Sobre isso, Canguilhem investe:
A psicologia repousa bem sobre um desdobramento, mas não é mais o da
consciência, segundo os fatos e as normas que comportam a idéia do homem, é o
de uma massa de “sujeitos” e de uma elite corporativa de especialistas investindo-
se eles próprios de sua própria missão. (p. 11).
O que Canguilhem problematiza, por fim, é a instrumentalização do homem por
uma psicologia que se diz objetiva por ter se aproximado do patamar das ciências, por
ter renegado suas interseções com a filosofia. Critica o trabalho do psicólogo que se
esconde por trás da identidade de especialista como forma de afirmação perante outros
homens, atitude que tem por preço a anulação da preocupação com a essência humana.
O autor parece indicar uma deturpação que a psicologia buscava instalar na época da
conferência, transformando normas éticas, provenientes de interesses individuais, em
categorias universais de análise que sublimariam a existência desses interesses e
dispensariam a necessidade de os psicólogos se situarem num contexto sócio-histórico.

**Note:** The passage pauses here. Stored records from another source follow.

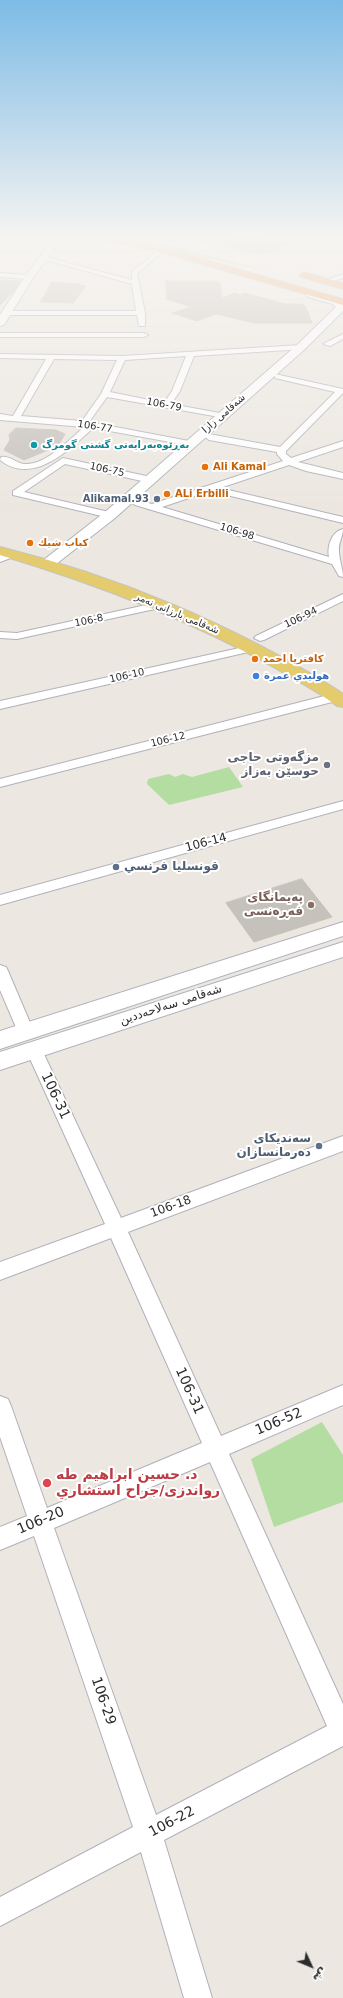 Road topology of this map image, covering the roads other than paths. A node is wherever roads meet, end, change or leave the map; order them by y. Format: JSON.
{"nodes":[{"id":1,"x":143,"y":329,"type":"edge"},
{"id":2,"x":319,"y":329,"type":"edge"},
{"id":3,"x":330,"y":329,"type":"edge"},
{"id":4,"x":0,"y":335,"type":"edge"},
{"id":5,"x":343,"y":336,"type":"edge"},
{"id":6,"x":327,"y":344,"type":"dead end"},
{"id":7,"x":146,"y":346,"type":"junction"},
{"id":8,"x":301,"y":347,"type":"junction"},
{"id":9,"x":191,"y":353,"type":"junction"},
{"id":10,"x":0,"y":356,"type":"edge"},
{"id":11,"x":51,"y":357,"type":"junction"},
{"id":12,"x":122,"y":358,"type":"junction"},
{"id":13,"x":280,"y":374,"type":"junction"},
{"id":14,"x":342,"y":389,"type":"edge"},
{"id":15,"x":106,"y":394,"type":"junction"},
{"id":16,"x":166,"y":405,"type":"junction"},
{"id":17,"x":222,"y":416,"type":"junction"},
{"id":18,"x":0,"y":417,"type":"edge"},
{"id":19,"x":16,"y":418,"type":"junction"},
{"id":20,"x":87,"y":425,"type":"junction"},
{"id":21,"x":209,"y":437,"type":"junction"},
{"id":22,"x":189,"y":444,"type":"junction"},
{"id":23,"x":343,"y":444,"type":"edge"},
{"id":24,"x":282,"y":450,"type":"junction"},
{"id":25,"x":4,"y":459,"type":"dead end"},
{"id":26,"x":290,"y":462,"type":"junction"},
{"id":27,"x":343,"y":476,"type":"edge"},
{"id":28,"x":150,"y":480,"type":"junction"},
{"id":29,"x":208,"y":487,"type":"junction"},
{"id":30,"x":138,"y":503,"type":"junction"},
{"id":31,"x":153,"y":507,"type":"junction"},
{"id":32,"x":110,"y":515,"type":"junction"},
{"id":33,"x":343,"y":520,"type":"edge"},
{"id":34,"x":343,"y":532,"type":"edge"},
{"id":35,"x":104,"y":535,"type":"dead end"},
{"id":36,"x":0,"y":542,"type":"edge"},
{"id":37,"x":4,"y":555,"type":"edge"},
{"id":38,"x":335,"y":562,"type":"junction"},
{"id":39,"x":63,"y":564,"type":"junction"},
{"id":40,"x":343,"y":574,"type":"edge"},
{"id":41,"x":343,"y":597,"type":"edge"},
{"id":42,"x":160,"y":605,"type":"junction"},
{"id":43,"x":0,"y":635,"type":"edge"},
{"id":44,"x":257,"y":643,"type":"junction"},
{"id":45,"x":341,"y":694,"type":"edge"},
{"id":46,"x":0,"y":705,"type":"edge"},
{"id":47,"x":0,"y":784,"type":"edge"},
{"id":48,"x":340,"y":810,"type":"edge"},
{"id":49,"x":0,"y":900,"type":"edge"},
{"id":50,"x":343,"y":929,"type":"edge"},
{"id":51,"x":343,"y":949,"type":"edge"},
{"id":52,"x":0,"y":971,"type":"edge"},
{"id":53,"x":197,"y":987,"type":"junction"},
{"id":54,"x":0,"y":1040,"type":"edge"},
{"id":55,"x":30,"y":1041,"type":"junction"},
{"id":56,"x":0,"y":1061,"type":"edge"},
{"id":57,"x":343,"y":1143,"type":"edge"},
{"id":58,"x":116,"y":1227,"type":"junction"},
{"id":59,"x":0,"y":1272,"type":"edge"},
{"id":60,"x":343,"y":1395,"type":"edge"},
{"id":61,"x":0,"y":1406,"type":"edge"},
{"id":62,"x":216,"y":1450,"type":"junction"},
{"id":63,"x":40,"y":1522,"type":"junction"},
{"id":64,"x":0,"y":1539,"type":"edge"},
{"id":65,"x":343,"y":1732,"type":"edge"},
{"id":66,"x":149,"y":1834,"type":"junction"},
{"id":67,"x":0,"y":1912,"type":"edge"},
{"id":68,"x":198,"y":1998,"type":"edge"}],
"edges":[{"from":1,"to":7,"type":"street"},
{"from":2,"to":8,"type":"street","name":"شەقامی زازا"},
{"from":3,"to":13,"type":"street","name":"شەقامی زازا"},
{"from":4,"to":7,"type":"street"},
{"from":5,"to":6,"type":"street"},
{"from":7,"to":9,"type":"street"},
{"from":7,"to":12,"type":"street"},
{"from":8,"to":9,"type":"street"},
{"from":8,"to":17,"type":"street","name":"شەقامی زازا"},
{"from":9,"to":16,"type":"street"},
{"from":10,"to":11,"type":"street"},
{"from":11,"to":12,"type":"street"},
{"from":11,"to":19,"type":"street"},
{"from":12,"to":15,"type":"street"},
{"from":13,"to":14,"type":"street"},
{"from":13,"to":21,"type":"street","name":"شەقامی زازا"},
{"from":14,"to":24,"type":"street"},
{"from":15,"to":16,"type":"street","name":"106-79"},
{"from":15,"to":20,"type":"street"},
{"from":16,"to":17,"type":"street","name":"106-79"},
{"from":17,"to":22,"type":"street","name":"شەقامی زازا"},
{"from":18,"to":19,"type":"street","name":"106-77"},
{"from":19,"to":20,"type":"street","name":"106-77"},
{"from":20,"to":22,"type":"street","name":"106-77"},
{"from":20,"to":25,"type":"street"},
{"from":21,"to":24,"type":"street"},
{"from":21,"to":30,"type":"street","name":"شەقامی زازا"},
{"from":22,"to":28,"type":"street","name":"شەقامی زازا"},
{"from":23,"to":26,"type":"street"},
{"from":24,"to":26,"type":"street"},
{"from":26,"to":27,"type":"street"},
{"from":26,"to":29,"type":"street"},
{"from":28,"to":32,"type":"street","name":"شەقامی زازا"},
{"from":28,"to":32,"type":"street","name":"106-75"},
{"from":29,"to":31,"type":"street"},
{"from":29,"to":33,"type":"street"},
{"from":30,"to":31,"type":"street","name":"106-98"},
{"from":30,"to":35,"type":"street","name":"شەقامی زازا"},
{"from":31,"to":38,"type":"street","name":"106-98"},
{"from":32,"to":39,"type":"street","name":"شەقامی زازا"},
{"from":34,"to":38,"type":"street"},
{"from":36,"to":39,"type":"main road","name":"شەقامی بارزانی نەمر"},
{"from":37,"to":39,"type":"main road","name":"شەقامی بارزانی نەمر"},
{"from":38,"to":40,"type":"street"},
{"from":39,"to":42,"type":"main road","name":"شەقامی بارزانی نەمر"},
{"from":39,"to":44,"type":"main road","name":"شەقامی بارزانی نەمر"},
{"from":41,"to":44,"type":"street","name":"106-94"},
{"from":42,"to":43,"type":"street","name":"106-8"},
{"from":42,"to":44,"type":"main road","name":"شەقامی بارزانی نەمر"},
{"from":44,"to":45,"type":"main road","name":"شەقامی بارزانی نەمر"},
{"from":44,"to":46,"type":"street","name":"106-10"},
{"from":45,"to":47,"type":"street","name":"106-12"},
{"from":48,"to":49,"type":"street","name":"106-14"},
{"from":50,"to":53,"type":"street","name":"شەقامی سەلاحەددین"},
{"from":51,"to":53,"type":"street","name":"شەقامی سەلاحەددین"},
{"from":52,"to":55,"type":"street","name":"106-31"},
{"from":53,"to":55,"type":"street","name":"شەقامی سەلاحەددین"},
{"from":54,"to":55,"type":"street","name":"شەقامی سەلاحەددین"},
{"from":55,"to":56,"type":"street","name":"شەقامی سەلاحەددین"},
{"from":55,"to":58,"type":"street","name":"106-31"},
{"from":57,"to":58,"type":"street","name":"106-18"},
{"from":58,"to":59,"type":"street","name":"106-18"},
{"from":58,"to":62,"type":"street","name":"106-31"},
{"from":60,"to":62,"type":"street","name":"106-52"},
{"from":61,"to":63,"type":"street","name":"106-29"},
{"from":62,"to":63,"type":"street","name":"106-20"},
{"from":62,"to":65,"type":"street","name":"106-31"},
{"from":63,"to":64,"type":"street","name":"106-20"},
{"from":63,"to":66,"type":"street","name":"106-29"},
{"from":65,"to":66,"type":"street","name":"106-22"},
{"from":66,"to":67,"type":"street","name":"106-22"},
{"from":66,"to":68,"type":"street","name":"106-29"}]}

Porém, não se pode negar que a intervenção de Canguilhem no debate representa o
papel do filósofo que reclama o reconhecimento da filosofia enquanto área do
conhecimento que deveria ter papel mais determinante sobre outras áreas como a
psicologia.
Enfim, O que é a psicologia? é um texto de leitura complexa, pois deve-se
considerar que se trata de uma conferência acontecida na metade do século passado e
que passou por um processo de tradução. Além disso, há referências a vários nomes da
tradição filosófica e uso de várias expressões de natureza técnica. Essas referências e
alusões ao mesmo tempo marcam a identidade do autor, Georges Canguilhem, que,
nomeado professor da Sorbonne em 1955, foi o sucessor de Gaston Bachelard e mestre
de intelectuais e filósofos da linguagem como Michel Foucault, François Dagognet e
Gilles Deleuze. As provocações críticas que constam nessa conferência são muito
pertinentes e fazem com que esse texto ocupe um lugar de referência ainda hoje no
conhecimento dos caminhos percorridos pela psicologia. Diante do debate proposto por
esse filósofo e epistemologista nessa conferência, podemos concluir que a psicologia
poderia trazer contribuições a respeito da forma como determinados homens
enxergavam o pensamento de uma época, nunca indicar a verdade natural do homem.